Im ZDF-Morgenmagazin gab es dagegen Klartext: »Die deutsche Grenze, etwa die zu Österreich, müsste ohne Vorwarnung geschlossen werden, um eine Torschlusspanik zu verhindern. Österreich und Slowenien würden nachziehen. Es käme zu einem Rückstau. Binnen kürzester Zeit säßen zehntausende Flüchtlinge auf der Balkanroute fest. Bei Temperaturen unter Null Grad. Europas Gewissen würde auf eine harte Probe gestellt.«
Wie die scheinbar freundlichere Lösung an den Außengrenzen aussieht, machte Günter Grass 2011 deutlich:
»Es ist dringend nötig, dass sich in Europa Bürgerinnen und Bürger zusammentun, um auf einen ungeheuerlichen Skandal aufmerksam zu machen: das tausendfache, von unseren Behörden und Regierungen weitgehend vertuschte, Massensterben an den Außengrenzen der Europäischen Union. Mit dem Abbau von Mauer und Stacheldraht im Innern hat sich die ›Festung Europa‹ gegenüber ihren Nachbarregionen nur umso mehr abgeschottet. Die Wachtürme, die einst das Bild am ›Eisernen Vorhang‹ prägten, sind nicht verschwunden, sondern nur um einige hundert Kilometer versetzt worden.«
Sowohl für die Außen- als auch für die sogenannten Binnengrenzen gilt, was Prof. Jochen Oltmer von der Universität Osnabrück im genannten Beitrag des ZDF ausführte:
»Wenn es um eine Überwachung einer Grenze geht, dann muss letztlich der Grenzschutz auch überlegen, wie weit er gehen möchte, um die Grenze auch zu schützen, das heißt also: Geht es darum, die Grenze auch konkret zu verteidigen, geht es um den Einsatz von Waffen?« (ZDF-Morgenmagazin, 19. Januar 2016, Das passiert, wenn Grenzen dicht sind ..., Bericht Andrea Maurer)

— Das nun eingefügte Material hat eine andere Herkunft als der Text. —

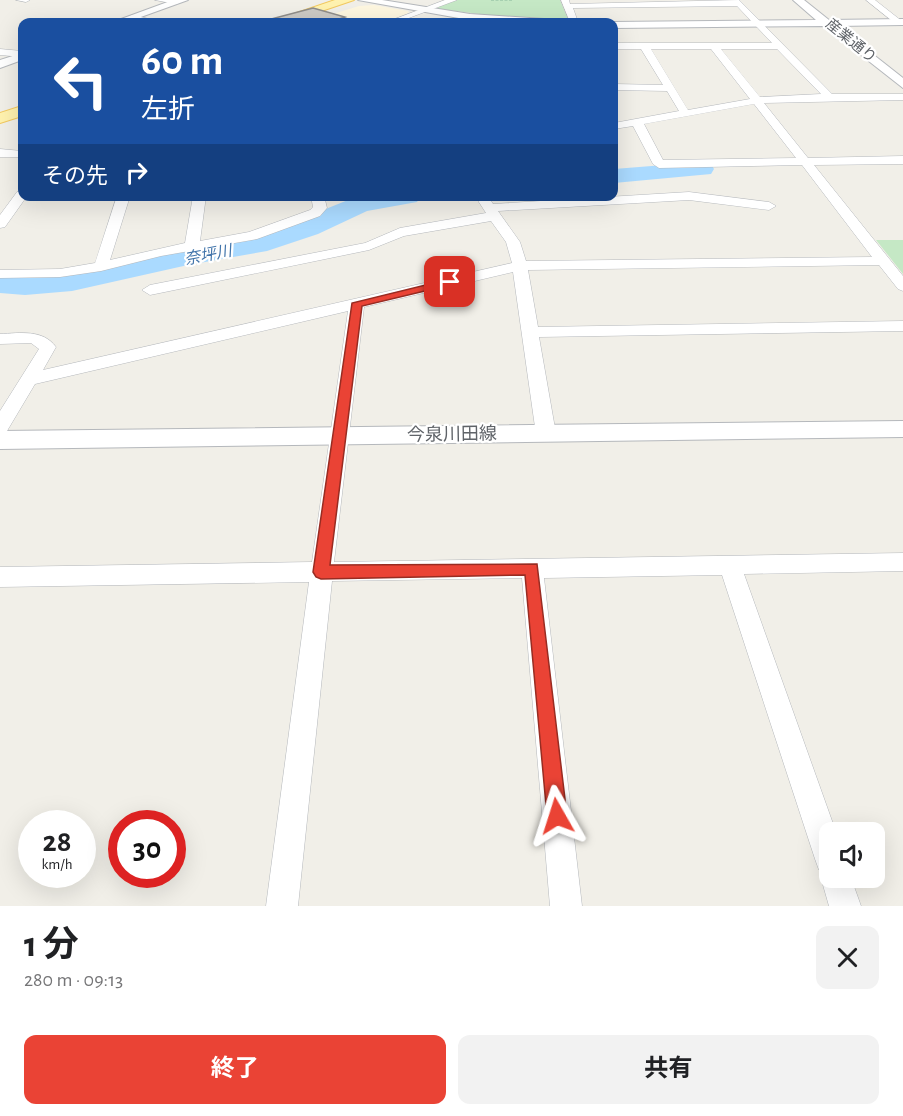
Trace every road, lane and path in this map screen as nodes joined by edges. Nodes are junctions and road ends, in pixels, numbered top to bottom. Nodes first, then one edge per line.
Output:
1 (20, 0) edge
2 (26, 0) edge
3 (159, 0) edge
4 (348, 0) edge
5 (363, 0) edge
6 (453, 0) edge
7 (491, 0) edge
8 (512, 0) edge
9 (798, 0) edge
10 (811, 0) edge
11 (870, 0) edge
12 (179, 1) edge
13 (666, 2) edge
14 (737, 2) edge
15 (566, 3) edge
16 (615, 3) edge
17 (424, 10) junction
18 (132, 18) edge
19 (290, 18) edge
20 (307, 18) edge
21 (402, 18) edge
22 (504, 18) edge
23 (572, 18) edge
24 (901, 22) edge
25 (829, 23) junction
26 (844, 23) junction
27 (618, 24) edge
28 (758, 24) junction
29 (618, 46) edge
30 (714, 46) junction
31 (781, 46) junction
32 (645, 47) junction
33 (0, 52) edge
34 (18, 54) edge
35 (18, 57) edge
36 (0, 64) edge
37 (903, 72) edge
38 (903, 84) edge
39 (618, 87) edge
40 (670, 88) junction
41 (828, 96) junction
42 (903, 97) edge
43 (757, 100) junction
44 (18, 106) edge
45 (0, 112) edge
46 (18, 112) edge
47 (685, 113) junction
48 (0, 118) edge
49 (637, 122) junction
50 (618, 125) edge
51 (0, 153) edge
52 (18, 154) edge
53 (903, 160) edge
54 (809, 166) junction
55 (903, 171) edge
56 (0, 196) edge
57 (18, 196) edge
58 (618, 200) edge
59 (18, 201) edge
60 (122, 201) edge
61 (199, 201) edge
62 (318, 201) edge
63 (589, 201) edge
64 (489, 206) edge
65 (769, 206) dead end
66 (0, 224) edge
67 (192, 247) junction
68 (883, 261) junction
69 (520, 266) junction
70 (101, 267) junction
71 (0, 274) edge
72 (903, 286) edge
73 (150, 290) dead end
74 (357, 303) junction
75 (903, 326) edge
76 (531, 332) junction
77 (0, 339) edge
78 (29, 379) junction
79 (0, 426) edge
80 (903, 429) edge
81 (546, 434) junction
82 (338, 436) junction
83 (0, 440) edge
84 (903, 562) edge
85 (730, 565) junction
86 (532, 568) junction
87 (321, 572) junction
88 (0, 578) edge
89 (819, 827) edge
90 (839, 888) edge
91 (282, 906) edge
92 (566, 906) edge
93 (845, 906) edge

1 - 2 street
3 - 12 street
4 - 19 main road
5 - 17 street
5 - 20 main road
6 - 17 street
7 - 8 path
9 - 25 street, 産業通り
10 - 26 street, 産業通り
11 - 24 street
12 - 18 street
13 - 14 street
13 - 16 street
14 - 28 street
15 - 16 street
15 - 23 street
17 - 21 street
17 - 22 street
24 - 26 street
25 - 26 street
25 - 28 street
25 - 38 street, 産業通り
26 - 37 street, 産業通り
27 - 28 street
28 - 31 street
29 - 32 street
30 - 31 street
30 - 32 street
30 - 43 street
31 - 41 street
32 - 40 street
33 - 34 street
35 - 36 street
39 - 40 street
40 - 47 street
41 - 42 street
41 - 43 street
43 - 47 street
43 - 54 street
44 - 45 main road
46 - 48 main road
47 - 49 street
49 - 50 street
49 - 54 street
51 - 52 street
53 - 54 street
54 - 55 street
54 - 68 street
56 - 57 street
58 - 65 street
59 - 66 street
60 - 70 street
61 - 67 street
62 - 67 street
63 - 64 street
64 - 69 street
64 - 73 street
67 - 70 street
68 - 69 street
68 - 72 street
69 - 74 street
69 - 76 street
70 - 71 street
74 - 78 street
74 - 82 street
75 - 76 street
76 - 81 street
77 - 78 street
78 - 79 street
80 - 81 street, 今泉川田線
81 - 82 street, 今泉川田線
82 - 83 street, 今泉川田線
82 - 87 street
84 - 85 street
85 - 86 street
85 - 89 street
86 - 87 street
86 - 92 street
87 - 88 street
87 - 91 street
90 - 93 street

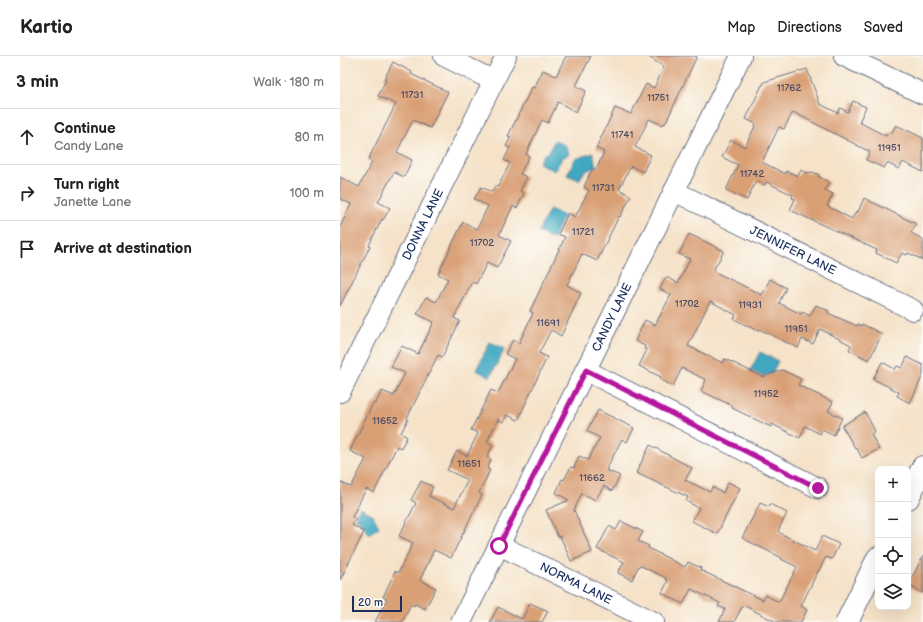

Breitester Zustimmung erfreut sich die Forderung, die Fluchtursachen zu bekämpfen. Aber was sind diese Ursachen? Sollen das tatsächlich die miesen Zustände in Flüchtlingslagern in der Türkei, im Libanon oder in Jordanien sein? Da stellt sich doch die Frage, warum Menschen in solche Lager flüchten?
Es entsteht manchmal schon der Eindruck, dass der Verweis auf zweifellos vorhandene Rand- und Folgeprobleme von den Ursachen ablenkt.
Mitte Januar 2016 wird viel von »Wirtschaftsflüchtlingen« aus Algerien und Marokko berichtet, die das deutsche Asylsystem belasten und Kriminalität ins Land bringen. Der Wirtschaftsminister Siegmar Gabriel droht diesen Staaten dann schon mal mit dem Entzug von Entwicklungshilfe, wenn sie diese Menschen nicht zurücknehmen. Aber: 2015 kamen rund 1 Million Menschen nach Deutschland, davon nur rund 5.000 aus Algerien und Marokko.
Das Bundesamt für Migration und Flüchtlinge meldet für Dezember 2015 48.277 Erst- und Folgeanträge auf Asyl, davon 25.250 aus Syrien, 4.875 aus Irak, 4.204 aus Afghanistan.
Damit stammen rund drei Viertel der Asylanträge im Dezember von Menschen aus Ländern, denen von westlichen Demokratien ein »Regime-Change« mit Feuer und Schwert verordnet wurde. Allein aus dem Irak kamen im Dezember 2015 fast so viele wie aus Algerien und Marokko zusammen im ganzen Jahr.
Wer tatsächlich Fluchtursachen bekämpfen will, der muss das politische Grundmuster überwinden, das in den letzten Jahren exzessiv praktiziert wurde: Eigene Interessen auch mit Gewalt durchsetzen und zugleich ein Grenzregime entwickeln, das die Konsequenzen dieser Politik von der eigenen Schwelle fernhalten soll.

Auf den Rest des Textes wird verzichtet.